### [Exercise requirements]
In the data below, find every line with the word "position" and copy it out.

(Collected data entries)

•••••

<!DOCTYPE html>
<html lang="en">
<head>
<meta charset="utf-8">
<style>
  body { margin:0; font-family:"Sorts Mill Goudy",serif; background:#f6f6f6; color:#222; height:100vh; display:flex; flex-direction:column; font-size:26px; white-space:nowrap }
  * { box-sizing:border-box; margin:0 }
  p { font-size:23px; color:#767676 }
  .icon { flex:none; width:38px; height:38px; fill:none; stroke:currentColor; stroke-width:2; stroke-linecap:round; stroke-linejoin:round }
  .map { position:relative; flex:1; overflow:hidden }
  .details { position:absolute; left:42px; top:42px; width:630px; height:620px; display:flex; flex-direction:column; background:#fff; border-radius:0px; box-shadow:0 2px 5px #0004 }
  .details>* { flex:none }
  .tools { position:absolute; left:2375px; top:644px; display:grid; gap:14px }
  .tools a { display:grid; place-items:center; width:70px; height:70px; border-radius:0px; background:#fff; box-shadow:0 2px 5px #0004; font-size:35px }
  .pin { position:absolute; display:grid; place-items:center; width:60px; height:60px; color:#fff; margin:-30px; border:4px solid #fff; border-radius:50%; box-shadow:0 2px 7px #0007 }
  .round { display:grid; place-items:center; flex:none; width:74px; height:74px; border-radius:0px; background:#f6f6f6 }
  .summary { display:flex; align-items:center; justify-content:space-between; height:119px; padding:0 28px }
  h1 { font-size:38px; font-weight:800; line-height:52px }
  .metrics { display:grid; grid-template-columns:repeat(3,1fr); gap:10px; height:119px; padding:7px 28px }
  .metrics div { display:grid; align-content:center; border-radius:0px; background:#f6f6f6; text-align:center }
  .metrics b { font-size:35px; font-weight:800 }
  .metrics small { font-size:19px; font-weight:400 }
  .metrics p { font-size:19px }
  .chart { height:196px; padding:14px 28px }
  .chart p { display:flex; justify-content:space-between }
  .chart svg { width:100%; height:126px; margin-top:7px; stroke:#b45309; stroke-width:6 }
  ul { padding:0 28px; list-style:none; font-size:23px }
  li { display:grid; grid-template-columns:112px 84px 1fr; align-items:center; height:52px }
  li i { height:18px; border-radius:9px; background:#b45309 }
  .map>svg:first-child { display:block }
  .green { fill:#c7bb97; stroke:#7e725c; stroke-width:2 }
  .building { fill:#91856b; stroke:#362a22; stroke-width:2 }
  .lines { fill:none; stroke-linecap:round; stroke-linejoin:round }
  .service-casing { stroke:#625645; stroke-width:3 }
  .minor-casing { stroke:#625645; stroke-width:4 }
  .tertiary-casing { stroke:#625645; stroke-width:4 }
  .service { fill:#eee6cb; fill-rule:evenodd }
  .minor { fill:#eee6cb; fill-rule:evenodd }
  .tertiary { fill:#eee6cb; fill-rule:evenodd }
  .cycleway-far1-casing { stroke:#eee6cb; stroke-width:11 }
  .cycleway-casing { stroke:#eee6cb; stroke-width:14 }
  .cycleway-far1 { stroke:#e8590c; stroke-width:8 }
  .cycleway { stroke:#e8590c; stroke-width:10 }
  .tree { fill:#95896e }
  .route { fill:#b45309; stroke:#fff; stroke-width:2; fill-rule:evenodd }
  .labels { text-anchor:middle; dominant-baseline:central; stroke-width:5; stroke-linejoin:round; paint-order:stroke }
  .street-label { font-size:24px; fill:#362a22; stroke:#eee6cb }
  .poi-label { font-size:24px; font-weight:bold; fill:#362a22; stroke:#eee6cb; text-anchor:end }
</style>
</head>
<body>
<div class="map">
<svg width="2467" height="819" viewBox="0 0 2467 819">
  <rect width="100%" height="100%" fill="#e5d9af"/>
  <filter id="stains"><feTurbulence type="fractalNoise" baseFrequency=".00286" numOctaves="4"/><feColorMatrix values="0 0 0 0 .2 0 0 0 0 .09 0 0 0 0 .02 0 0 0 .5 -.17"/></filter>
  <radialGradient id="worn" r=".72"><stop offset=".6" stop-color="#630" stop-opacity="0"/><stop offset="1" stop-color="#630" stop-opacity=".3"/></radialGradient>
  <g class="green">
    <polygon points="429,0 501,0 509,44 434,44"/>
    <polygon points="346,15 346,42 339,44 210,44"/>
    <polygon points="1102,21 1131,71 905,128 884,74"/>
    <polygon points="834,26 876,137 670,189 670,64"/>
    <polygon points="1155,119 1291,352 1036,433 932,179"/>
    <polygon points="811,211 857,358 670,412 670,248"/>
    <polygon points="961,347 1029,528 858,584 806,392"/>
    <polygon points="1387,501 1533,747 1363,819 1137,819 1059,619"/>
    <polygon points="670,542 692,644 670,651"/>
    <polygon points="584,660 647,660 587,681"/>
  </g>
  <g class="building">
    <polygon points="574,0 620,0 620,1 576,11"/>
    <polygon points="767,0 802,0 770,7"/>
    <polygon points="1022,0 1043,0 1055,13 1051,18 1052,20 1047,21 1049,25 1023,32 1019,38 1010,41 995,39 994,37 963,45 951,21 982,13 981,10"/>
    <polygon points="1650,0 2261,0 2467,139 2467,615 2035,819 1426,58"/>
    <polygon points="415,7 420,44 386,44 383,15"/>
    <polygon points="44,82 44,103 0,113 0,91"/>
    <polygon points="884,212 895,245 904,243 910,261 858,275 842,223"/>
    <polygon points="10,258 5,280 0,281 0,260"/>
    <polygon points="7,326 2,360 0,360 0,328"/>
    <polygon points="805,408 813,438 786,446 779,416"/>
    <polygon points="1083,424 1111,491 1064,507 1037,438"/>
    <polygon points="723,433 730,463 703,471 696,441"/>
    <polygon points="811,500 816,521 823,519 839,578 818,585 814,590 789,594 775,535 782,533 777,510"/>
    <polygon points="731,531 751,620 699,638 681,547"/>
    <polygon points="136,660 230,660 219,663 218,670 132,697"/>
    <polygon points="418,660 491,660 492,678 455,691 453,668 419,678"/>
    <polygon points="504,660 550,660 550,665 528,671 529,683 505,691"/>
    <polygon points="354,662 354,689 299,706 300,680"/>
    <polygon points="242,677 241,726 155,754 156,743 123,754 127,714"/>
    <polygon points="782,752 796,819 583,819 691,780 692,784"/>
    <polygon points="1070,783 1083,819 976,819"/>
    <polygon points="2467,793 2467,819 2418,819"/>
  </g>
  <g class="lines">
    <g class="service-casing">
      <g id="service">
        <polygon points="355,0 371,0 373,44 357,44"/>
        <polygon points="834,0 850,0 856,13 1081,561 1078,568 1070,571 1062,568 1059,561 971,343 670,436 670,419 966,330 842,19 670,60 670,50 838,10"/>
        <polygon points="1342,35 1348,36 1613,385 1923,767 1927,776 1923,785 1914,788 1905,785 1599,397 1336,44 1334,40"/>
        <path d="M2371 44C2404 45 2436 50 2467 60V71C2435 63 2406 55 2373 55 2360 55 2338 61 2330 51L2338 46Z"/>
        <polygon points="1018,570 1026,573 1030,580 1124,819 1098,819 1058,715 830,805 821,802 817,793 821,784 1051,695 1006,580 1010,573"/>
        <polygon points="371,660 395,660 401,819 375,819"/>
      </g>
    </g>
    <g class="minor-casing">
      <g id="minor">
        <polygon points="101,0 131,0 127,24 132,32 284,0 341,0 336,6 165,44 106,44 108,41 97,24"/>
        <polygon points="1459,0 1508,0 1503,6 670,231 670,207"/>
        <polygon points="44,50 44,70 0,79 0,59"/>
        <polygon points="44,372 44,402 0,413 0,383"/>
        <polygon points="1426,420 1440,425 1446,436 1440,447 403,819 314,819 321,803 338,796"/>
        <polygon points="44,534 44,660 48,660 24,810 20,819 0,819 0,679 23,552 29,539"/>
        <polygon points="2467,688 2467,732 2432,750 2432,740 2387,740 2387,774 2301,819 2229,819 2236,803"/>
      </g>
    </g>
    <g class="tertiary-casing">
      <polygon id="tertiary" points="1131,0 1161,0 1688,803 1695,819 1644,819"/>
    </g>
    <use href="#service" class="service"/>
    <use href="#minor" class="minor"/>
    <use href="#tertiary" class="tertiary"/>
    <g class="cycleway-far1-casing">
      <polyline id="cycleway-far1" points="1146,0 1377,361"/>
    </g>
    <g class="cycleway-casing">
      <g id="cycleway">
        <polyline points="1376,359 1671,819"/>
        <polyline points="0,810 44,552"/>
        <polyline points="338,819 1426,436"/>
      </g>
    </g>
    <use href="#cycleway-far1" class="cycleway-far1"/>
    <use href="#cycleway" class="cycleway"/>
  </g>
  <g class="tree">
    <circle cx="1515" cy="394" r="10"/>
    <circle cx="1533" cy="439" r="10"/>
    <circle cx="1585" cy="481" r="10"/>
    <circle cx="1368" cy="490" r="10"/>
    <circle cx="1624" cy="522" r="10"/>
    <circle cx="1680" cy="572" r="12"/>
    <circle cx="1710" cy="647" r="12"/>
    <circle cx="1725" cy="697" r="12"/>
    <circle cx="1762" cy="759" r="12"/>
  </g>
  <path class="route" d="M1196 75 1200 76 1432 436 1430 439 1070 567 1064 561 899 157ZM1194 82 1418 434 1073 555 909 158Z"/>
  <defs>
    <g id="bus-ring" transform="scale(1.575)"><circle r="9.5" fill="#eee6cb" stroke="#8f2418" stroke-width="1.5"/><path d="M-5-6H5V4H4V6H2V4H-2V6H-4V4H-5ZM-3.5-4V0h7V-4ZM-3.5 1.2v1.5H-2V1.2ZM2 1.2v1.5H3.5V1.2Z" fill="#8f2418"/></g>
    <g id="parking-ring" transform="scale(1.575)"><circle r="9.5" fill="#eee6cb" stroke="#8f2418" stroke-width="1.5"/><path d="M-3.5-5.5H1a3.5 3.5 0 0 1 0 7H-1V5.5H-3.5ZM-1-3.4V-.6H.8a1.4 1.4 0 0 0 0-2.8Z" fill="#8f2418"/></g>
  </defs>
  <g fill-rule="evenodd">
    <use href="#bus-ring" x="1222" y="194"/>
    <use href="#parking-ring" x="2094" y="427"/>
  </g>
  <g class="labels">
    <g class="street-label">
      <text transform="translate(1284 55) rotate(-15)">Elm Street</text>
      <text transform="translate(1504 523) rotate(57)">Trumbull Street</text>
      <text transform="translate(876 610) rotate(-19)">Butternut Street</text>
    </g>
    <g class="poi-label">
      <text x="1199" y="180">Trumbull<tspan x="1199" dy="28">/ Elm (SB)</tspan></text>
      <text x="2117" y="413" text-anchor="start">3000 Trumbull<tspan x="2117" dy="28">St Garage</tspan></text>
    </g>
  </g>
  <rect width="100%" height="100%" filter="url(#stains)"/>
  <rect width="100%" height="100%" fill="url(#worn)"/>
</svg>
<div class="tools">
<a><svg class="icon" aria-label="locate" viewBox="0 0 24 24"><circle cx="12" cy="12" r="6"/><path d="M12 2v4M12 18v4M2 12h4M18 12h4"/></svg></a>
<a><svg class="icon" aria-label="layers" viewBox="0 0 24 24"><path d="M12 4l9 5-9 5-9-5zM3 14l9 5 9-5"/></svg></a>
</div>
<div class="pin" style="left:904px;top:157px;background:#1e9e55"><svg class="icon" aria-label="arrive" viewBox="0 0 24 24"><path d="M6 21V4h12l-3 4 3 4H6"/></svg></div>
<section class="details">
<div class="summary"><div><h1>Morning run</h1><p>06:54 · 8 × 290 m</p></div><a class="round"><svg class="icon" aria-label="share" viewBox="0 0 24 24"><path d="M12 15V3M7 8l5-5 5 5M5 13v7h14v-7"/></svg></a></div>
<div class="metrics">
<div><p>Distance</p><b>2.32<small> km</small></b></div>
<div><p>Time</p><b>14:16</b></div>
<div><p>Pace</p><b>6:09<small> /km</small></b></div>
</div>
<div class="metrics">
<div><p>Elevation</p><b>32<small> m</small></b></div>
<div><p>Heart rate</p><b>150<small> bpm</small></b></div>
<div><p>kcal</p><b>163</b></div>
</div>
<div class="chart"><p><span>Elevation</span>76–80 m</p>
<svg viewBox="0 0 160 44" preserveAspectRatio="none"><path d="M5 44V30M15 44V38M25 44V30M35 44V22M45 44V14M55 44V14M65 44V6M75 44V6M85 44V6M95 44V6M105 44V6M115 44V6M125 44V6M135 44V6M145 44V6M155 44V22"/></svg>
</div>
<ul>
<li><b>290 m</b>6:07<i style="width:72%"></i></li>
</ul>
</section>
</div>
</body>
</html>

•••••

### [Exercise output]
  .map { position:relative; flex:1; overflow:hidden }
  .details { position:absolute; left:42px; top:42px; width:630px; height:620px; display:flex; flex-direction:column; background:#fff; border-radius:0px; box-shadow:0 2px 5px #0004 }
  .tools { position:absolute; left:2375px; top:644px; display:grid; gap:14px }
  .pin { position:absolute; display:grid; place-items:center; width:60px; height:60px; color:#fff; margin:-30px; border:4px solid #fff; border-radius:50%; box-shadow:0 2px 7px #0007 }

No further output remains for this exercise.